-------- RECORDS TO USE

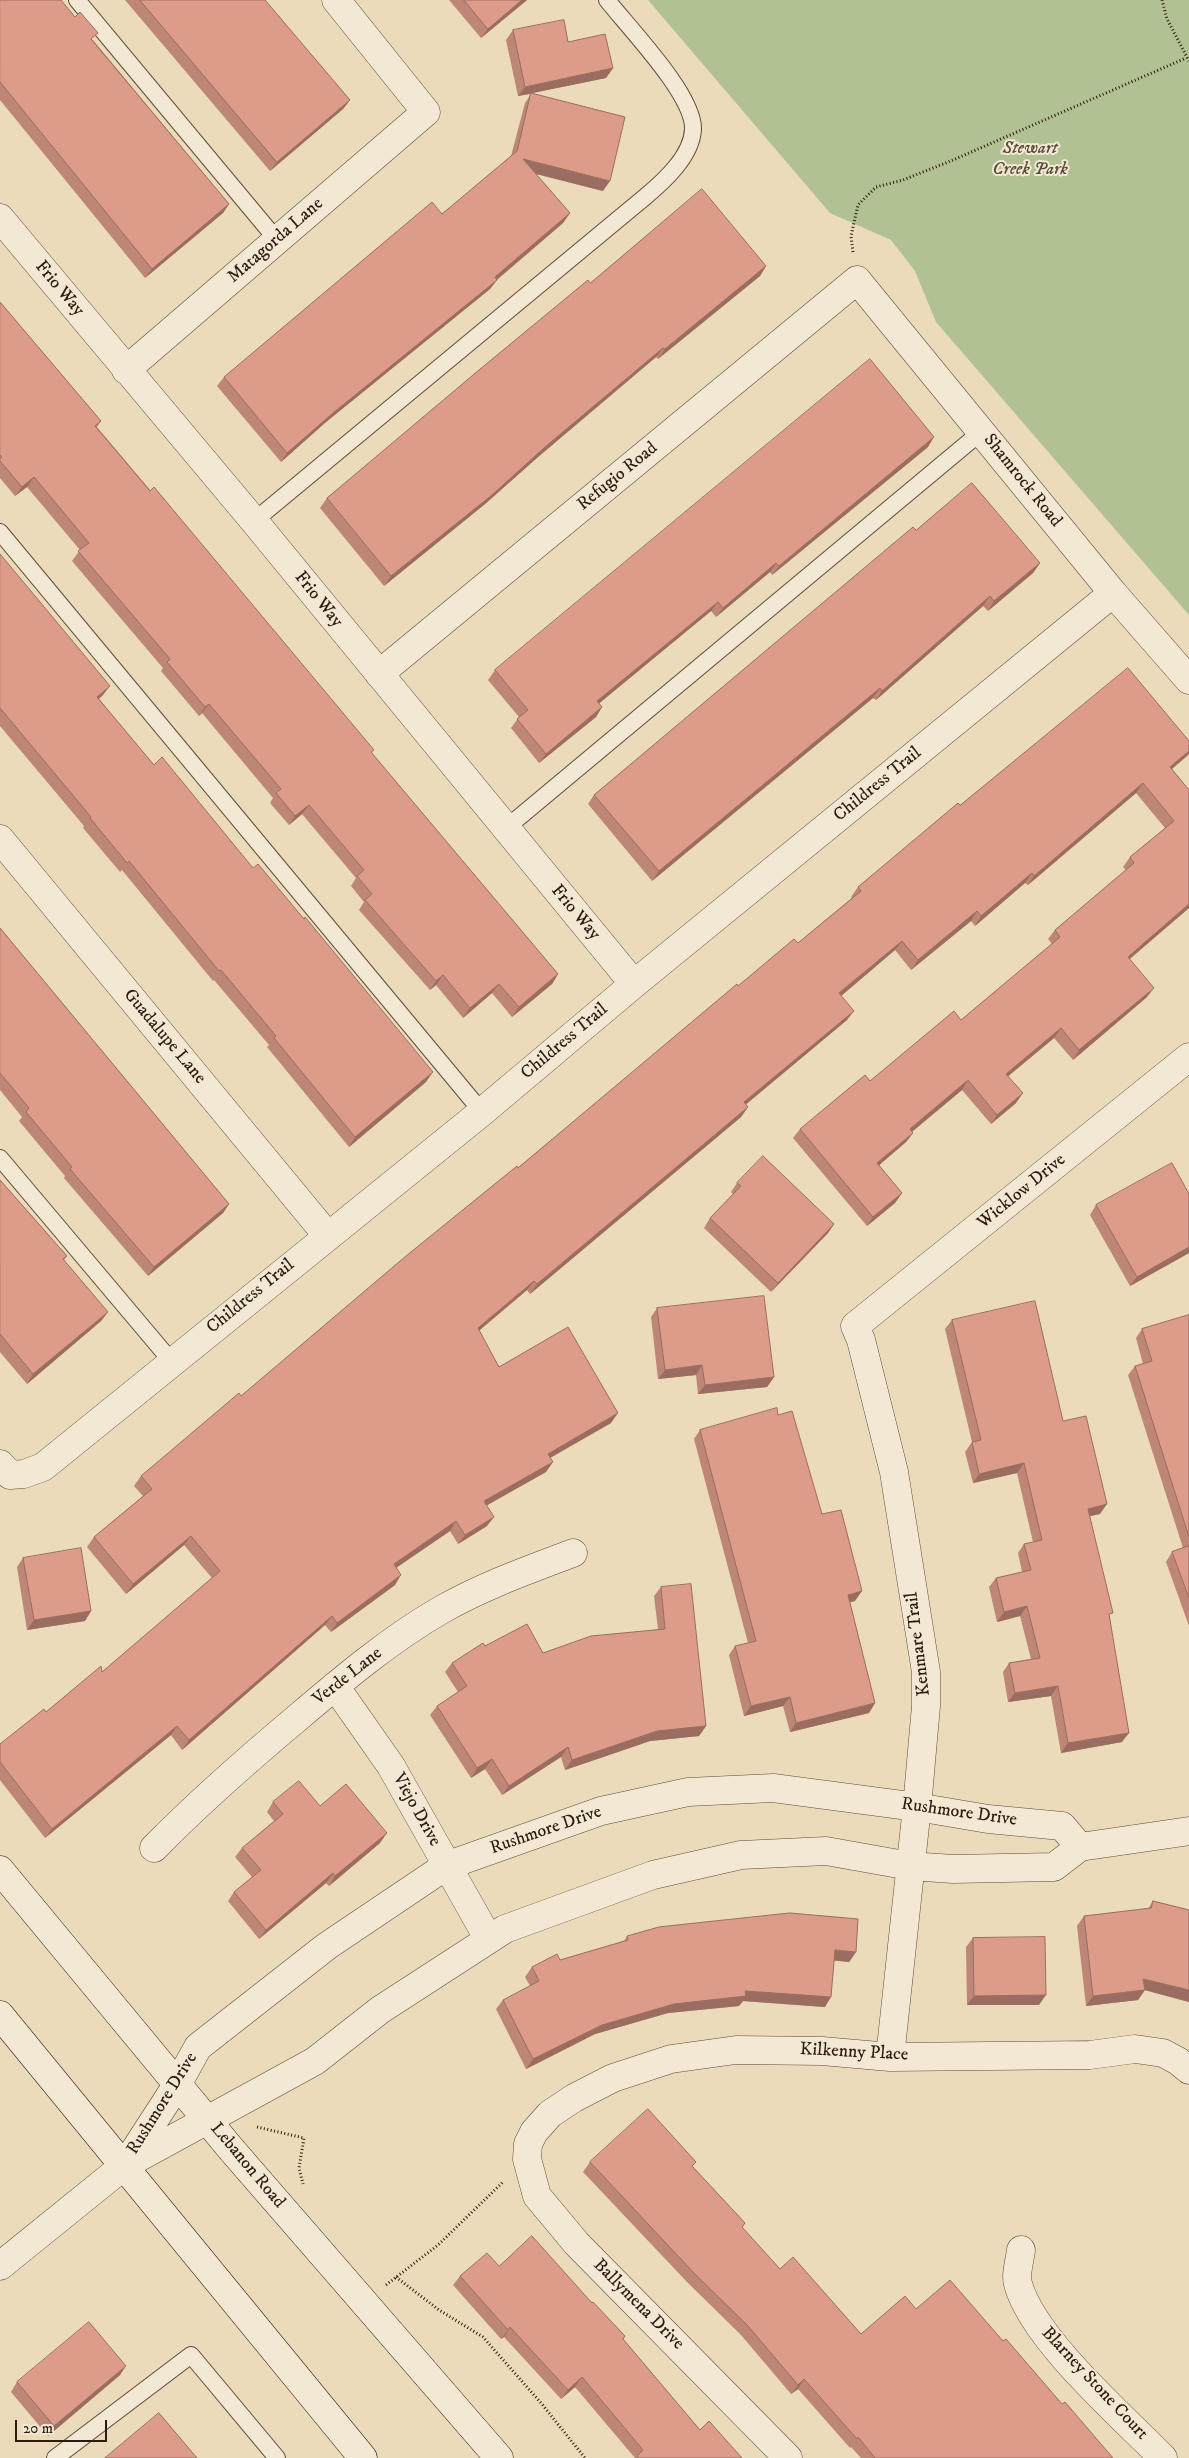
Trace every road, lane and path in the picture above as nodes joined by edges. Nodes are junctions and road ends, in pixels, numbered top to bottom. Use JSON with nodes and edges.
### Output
{"nodes":[{"id":1,"x":77,"y":0,"type":"edge"},
{"id":2,"x":336,"y":0,"type":"edge"},
{"id":3,"x":607,"y":0,"type":"edge"},
{"id":4,"x":1162,"y":0,"type":"edge"},
{"id":5,"x":1188,"y":59,"type":"edge"},
{"id":6,"x":0,"y":218,"type":"edge"},
{"id":7,"x":277,"y":240,"type":"junction"},
{"id":8,"x":857,"y":280,"type":"junction"},
{"id":9,"x":126,"y":370,"type":"junction"},
{"id":10,"x":981,"y":432,"type":"junction"},
{"id":11,"x":254,"y":522,"type":"junction"},
{"id":12,"x":0,"y":532,"type":"edge"},
{"id":13,"x":1113,"y":593,"type":"junction"},
{"id":14,"x":379,"y":674,"type":"junction"},
{"id":15,"x":1189,"y":680,"type":"edge"},
{"id":16,"x":505,"y":828,"type":"junction"},
{"id":17,"x":0,"y":839,"type":"edge"},
{"id":18,"x":634,"y":984,"type":"junction"},
{"id":19,"x":1189,"y":1057,"type":"edge"},
{"id":20,"x":482,"y":1112,"type":"junction"},
{"id":21,"x":0,"y":1158,"type":"edge"},
{"id":22,"x":327,"y":1235,"type":"junction"},
{"id":23,"x":855,"y":1326,"type":"joint"},
{"id":24,"x":172,"y":1362,"type":"junction"},
{"id":25,"x":3,"y":1467,"type":"edge"},
{"id":26,"x":573,"y":1553,"type":"dead end"},
{"id":27,"x":335,"y":1686,"type":"junction"},
{"id":28,"x":917,"y":1807,"type":"junction"},
{"id":29,"x":1189,"y":1831,"type":"edge"},
{"id":30,"x":1080,"y":1847,"type":"junction"},
{"id":31,"x":154,"y":1848,"type":"dead end"},
{"id":32,"x":446,"y":1866,"type":"junction"},
{"id":33,"x":910,"y":1866,"type":"junction"},
{"id":34,"x":0,"y":1870,"type":"edge"},
{"id":35,"x":488,"y":1938,"type":"junction"},
{"id":36,"x":0,"y":2015,"type":"edge"},
{"id":37,"x":890,"y":2057,"type":"junction"},
{"id":38,"x":1189,"y":2070,"type":"edge"},
{"id":39,"x":178,"y":2085,"type":"junction"},
{"id":40,"x":208,"y":2121,"type":"junction"},
{"id":41,"x":257,"y":2127,"type":"dead end"},
{"id":42,"x":534,"y":2132,"type":"joint"},
{"id":43,"x":527,"y":2159,"type":"junction"},
{"id":44,"x":125,"y":2165,"type":"junction"},
{"id":45,"x":304,"y":2187,"type":"dead end"},
{"id":46,"x":1021,"y":2250,"type":"dead end"},
{"id":47,"x":0,"y":2266,"type":"edge"},
{"id":48,"x":396,"y":2277,"type":"junction"},
{"id":49,"x":378,"y":2279,"type":"dead end"},
{"id":50,"x":54,"y":2458,"type":"edge"},
{"id":51,"x":277,"y":2458,"type":"edge"},
{"id":52,"x":364,"y":2458,"type":"edge"},
{"id":53,"x":500,"y":2458,"type":"edge"},
{"id":54,"x":586,"y":2458,"type":"edge"},
{"id":55,"x":788,"y":2458,"type":"edge"},
{"id":56,"x":1163,"y":2458,"type":"edge"}],
"edges":[{"from":1,"to":7,"type":"lane"},
{"from":2,"to":7,"type":"street","name":"Matagorda Lane"},
{"from":3,"to":11,"type":"lane"},
{"from":4,"to":5,"type":"path"},
{"from":5,"to":8,"type":"path"},
{"from":6,"to":9,"type":"street","name":"Frio Way"},
{"from":7,"to":9,"type":"street","name":"Matagorda Lane"},
{"from":8,"to":10,"type":"street","name":"Shamrock Road"},
{"from":8,"to":14,"type":"street","name":"Refugio Road"},
{"from":9,"to":11,"type":"street","name":"Frio Way"},
{"from":10,"to":13,"type":"street","name":"Shamrock Road"},
{"from":10,"to":16,"type":"lane"},
{"from":11,"to":14,"type":"street","name":"Frio Way"},
{"from":12,"to":20,"type":"lane"},
{"from":13,"to":15,"type":"street","name":"Shamrock Road"},
{"from":13,"to":18,"type":"street","name":"Childress Trail"},
{"from":14,"to":16,"type":"street","name":"Frio Way"},
{"from":16,"to":18,"type":"street","name":"Frio Way"},
{"from":17,"to":22,"type":"street","name":"Guadalupe Lane"},
{"from":18,"to":20,"type":"street","name":"Childress Trail"},
{"from":19,"to":23,"type":"street","name":"Wicklow Drive"},
{"from":20,"to":22,"type":"street","name":"Childress Trail"},
{"from":21,"to":24,"type":"lane"},
{"from":22,"to":24,"type":"street","name":"Childress Trail"},
{"from":23,"to":28,"type":"street","name":"Kenmare Trail"},
{"from":24,"to":25,"type":"street","name":"Childress Trail"},
{"from":26,"to":27,"type":"street","name":"Verde Lane"},
{"from":27,"to":31,"type":"street","name":"Verde Lane"},
{"from":27,"to":32,"type":"street","name":"Viejo Drive"},
{"from":28,"to":30,"type":"street","name":"Rushmore Drive"},
{"from":28,"to":32,"type":"street","name":"Rushmore Drive"},
{"from":28,"to":33,"type":"street","name":"Kenmare Trail"},
{"from":29,"to":30,"type":"street","name":"Rushmore Drive"},
{"from":30,"to":33,"type":"street","name":"Rushmore Drive"},
{"from":32,"to":35,"type":"street","name":"Viejo Drive"},
{"from":32,"to":39,"type":"street","name":"Rushmore Drive"},
{"from":33,"to":35,"type":"street","name":"Rushmore Drive"},
{"from":33,"to":37,"type":"street","name":"Kenmare Trail"},
{"from":34,"to":39,"type":"street","name":"Lebanon Road"},
{"from":35,"to":40,"type":"street","name":"Rushmore Drive"},
{"from":36,"to":44,"type":"street"},
{"from":37,"to":38,"type":"street","name":"Kilkenny Place"},
{"from":37,"to":42,"type":"street","name":"Kilkenny Place"},
{"from":39,"to":40,"type":"street","name":"Lebanon Road"},
{"from":39,"to":44,"type":"street","name":"Rushmore Drive"},
{"from":40,"to":44,"type":"street","name":"Rushmore Drive"},
{"from":40,"to":53,"type":"street","name":"Lebanon Road"},
{"from":41,"to":45,"type":"path"},
{"from":42,"to":43,"type":"street","name":"Ballymena Drive"},
{"from":43,"to":48,"type":"path"},
{"from":43,"to":55,"type":"street","name":"Ballymena Drive"},
{"from":44,"to":47,"type":"street","name":"Rushmore Drive"},
{"from":44,"to":52,"type":"street"},
{"from":46,"to":56,"type":"street","name":"Blarney Stone Court"},
{"from":48,"to":49,"type":"path"},
{"from":48,"to":54,"type":"path"},
{"from":50,"to":51,"type":"lane"}]}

----------------

→ **WHAT IS BEING ASKED**: Would you please give the material above again, unchanged but without pictures?

→ **OUTPUT OF THE TASK**:
Trace every road, lane and path in the picture above as nodes joined by edges. Nodes are junctions and road ends, in pixels, numbered top to bottom. Use JSON with nodes and edges.
### Output
{"nodes":[{"id":1,"x":77,"y":0,"type":"edge"},
{"id":2,"x":336,"y":0,"type":"edge"},
{"id":3,"x":607,"y":0,"type":"edge"},
{"id":4,"x":1162,"y":0,"type":"edge"},
{"id":5,"x":1188,"y":59,"type":"edge"},
{"id":6,"x":0,"y":218,"type":"edge"},
{"id":7,"x":277,"y":240,"type":"junction"},
{"id":8,"x":857,"y":280,"type":"junction"},
{"id":9,"x":126,"y":370,"type":"junction"},
{"id":10,"x":981,"y":432,"type":"junction"},
{"id":11,"x":254,"y":522,"type":"junction"},
{"id":12,"x":0,"y":532,"type":"edge"},
{"id":13,"x":1113,"y":593,"type":"junction"},
{"id":14,"x":379,"y":674,"type":"junction"},
{"id":15,"x":1189,"y":680,"type":"edge"},
{"id":16,"x":505,"y":828,"type":"junction"},
{"id":17,"x":0,"y":839,"type":"edge"},
{"id":18,"x":634,"y":984,"type":"junction"},
{"id":19,"x":1189,"y":1057,"type":"edge"},
{"id":20,"x":482,"y":1112,"type":"junction"},
{"id":21,"x":0,"y":1158,"type":"edge"},
{"id":22,"x":327,"y":1235,"type":"junction"},
{"id":23,"x":855,"y":1326,"type":"joint"},
{"id":24,"x":172,"y":1362,"type":"junction"},
{"id":25,"x":3,"y":1467,"type":"edge"},
{"id":26,"x":573,"y":1553,"type":"dead end"},
{"id":27,"x":335,"y":1686,"type":"junction"},
{"id":28,"x":917,"y":1807,"type":"junction"},
{"id":29,"x":1189,"y":1831,"type":"edge"},
{"id":30,"x":1080,"y":1847,"type":"junction"},
{"id":31,"x":154,"y":1848,"type":"dead end"},
{"id":32,"x":446,"y":1866,"type":"junction"},
{"id":33,"x":910,"y":1866,"type":"junction"},
{"id":34,"x":0,"y":1870,"type":"edge"},
{"id":35,"x":488,"y":1938,"type":"junction"},
{"id":36,"x":0,"y":2015,"type":"edge"},
{"id":37,"x":890,"y":2057,"type":"junction"},
{"id":38,"x":1189,"y":2070,"type":"edge"},
{"id":39,"x":178,"y":2085,"type":"junction"},
{"id":40,"x":208,"y":2121,"type":"junction"},
{"id":41,"x":257,"y":2127,"type":"dead end"},
{"id":42,"x":534,"y":2132,"type":"joint"},
{"id":43,"x":527,"y":2159,"type":"junction"},
{"id":44,"x":125,"y":2165,"type":"junction"},
{"id":45,"x":304,"y":2187,"type":"dead end"},
{"id":46,"x":1021,"y":2250,"type":"dead end"},
{"id":47,"x":0,"y":2266,"type":"edge"},
{"id":48,"x":396,"y":2277,"type":"junction"},
{"id":49,"x":378,"y":2279,"type":"dead end"},
{"id":50,"x":54,"y":2458,"type":"edge"},
{"id":51,"x":277,"y":2458,"type":"edge"},
{"id":52,"x":364,"y":2458,"type":"edge"},
{"id":53,"x":500,"y":2458,"type":"edge"},
{"id":54,"x":586,"y":2458,"type":"edge"},
{"id":55,"x":788,"y":2458,"type":"edge"},
{"id":56,"x":1163,"y":2458,"type":"edge"}],
"edges":[{"from":1,"to":7,"type":"lane"},
{"from":2,"to":7,"type":"street","name":"Matagorda Lane"},
{"from":3,"to":11,"type":"lane"},
{"from":4,"to":5,"type":"path"},
{"from":5,"to":8,"type":"path"},
{"from":6,"to":9,"type":"street","name":"Frio Way"},
{"from":7,"to":9,"type":"street","name":"Matagorda Lane"},
{"from":8,"to":10,"type":"street","name":"Shamrock Road"},
{"from":8,"to":14,"type":"street","name":"Refugio Road"},
{"from":9,"to":11,"type":"street","name":"Frio Way"},
{"from":10,"to":13,"type":"street","name":"Shamrock Road"},
{"from":10,"to":16,"type":"lane"},
{"from":11,"to":14,"type":"street","name":"Frio Way"},
{"from":12,"to":20,"type":"lane"},
{"from":13,"to":15,"type":"street","name":"Shamrock Road"},
{"from":13,"to":18,"type":"street","name":"Childress Trail"},
{"from":14,"to":16,"type":"street","name":"Frio Way"},
{"from":16,"to":18,"type":"street","name":"Frio Way"},
{"from":17,"to":22,"type":"street","name":"Guadalupe Lane"},
{"from":18,"to":20,"type":"street","name":"Childress Trail"},
{"from":19,"to":23,"type":"street","name":"Wicklow Drive"},
{"from":20,"to":22,"type":"street","name":"Childress Trail"},
{"from":21,"to":24,"type":"lane"},
{"from":22,"to":24,"type":"street","name":"Childress Trail"},
{"from":23,"to":28,"type":"street","name":"Kenmare Trail"},
{"from":24,"to":25,"type":"street","name":"Childress Trail"},
{"from":26,"to":27,"type":"street","name":"Verde Lane"},
{"from":27,"to":31,"type":"street","name":"Verde Lane"},
{"from":27,"to":32,"type":"street","name":"Viejo Drive"},
{"from":28,"to":30,"type":"street","name":"Rushmore Drive"},
{"from":28,"to":32,"type":"street","name":"Rushmore Drive"},
{"from":28,"to":33,"type":"street","name":"Kenmare Trail"},
{"from":29,"to":30,"type":"street","name":"Rushmore Drive"},
{"from":30,"to":33,"type":"street","name":"Rushmore Drive"},
{"from":32,"to":35,"type":"street","name":"Viejo Drive"},
{"from":32,"to":39,"type":"street","name":"Rushmore Drive"},
{"from":33,"to":35,"type":"street","name":"Rushmore Drive"},
{"from":33,"to":37,"type":"street","name":"Kenmare Trail"},
{"from":34,"to":39,"type":"street","name":"Lebanon Road"},
{"from":35,"to":40,"type":"street","name":"Rushmore Drive"},
{"from":36,"to":44,"type":"street"},
{"from":37,"to":38,"type":"street","name":"Kilkenny Place"},
{"from":37,"to":42,"type":"street","name":"Kilkenny Place"},
{"from":39,"to":40,"type":"street","name":"Lebanon Road"},
{"from":39,"to":44,"type":"street","name":"Rushmore Drive"},
{"from":40,"to":44,"type":"street","name":"Rushmore Drive"},
{"from":40,"to":53,"type":"street","name":"Lebanon Road"},
{"from":41,"to":45,"type":"path"},
{"from":42,"to":43,"type":"street","name":"Ballymena Drive"},
{"from":43,"to":48,"type":"path"},
{"from":43,"to":55,"type":"street","name":"Ballymena Drive"},
{"from":44,"to":47,"type":"street","name":"Rushmore Drive"},
{"from":44,"to":52,"type":"street"},
{"from":46,"to":56,"type":"street","name":"Blarney Stone Court"},
{"from":48,"to":49,"type":"path"},
{"from":48,"to":54,"type":"path"},
{"from":50,"to":51,"type":"lane"}]}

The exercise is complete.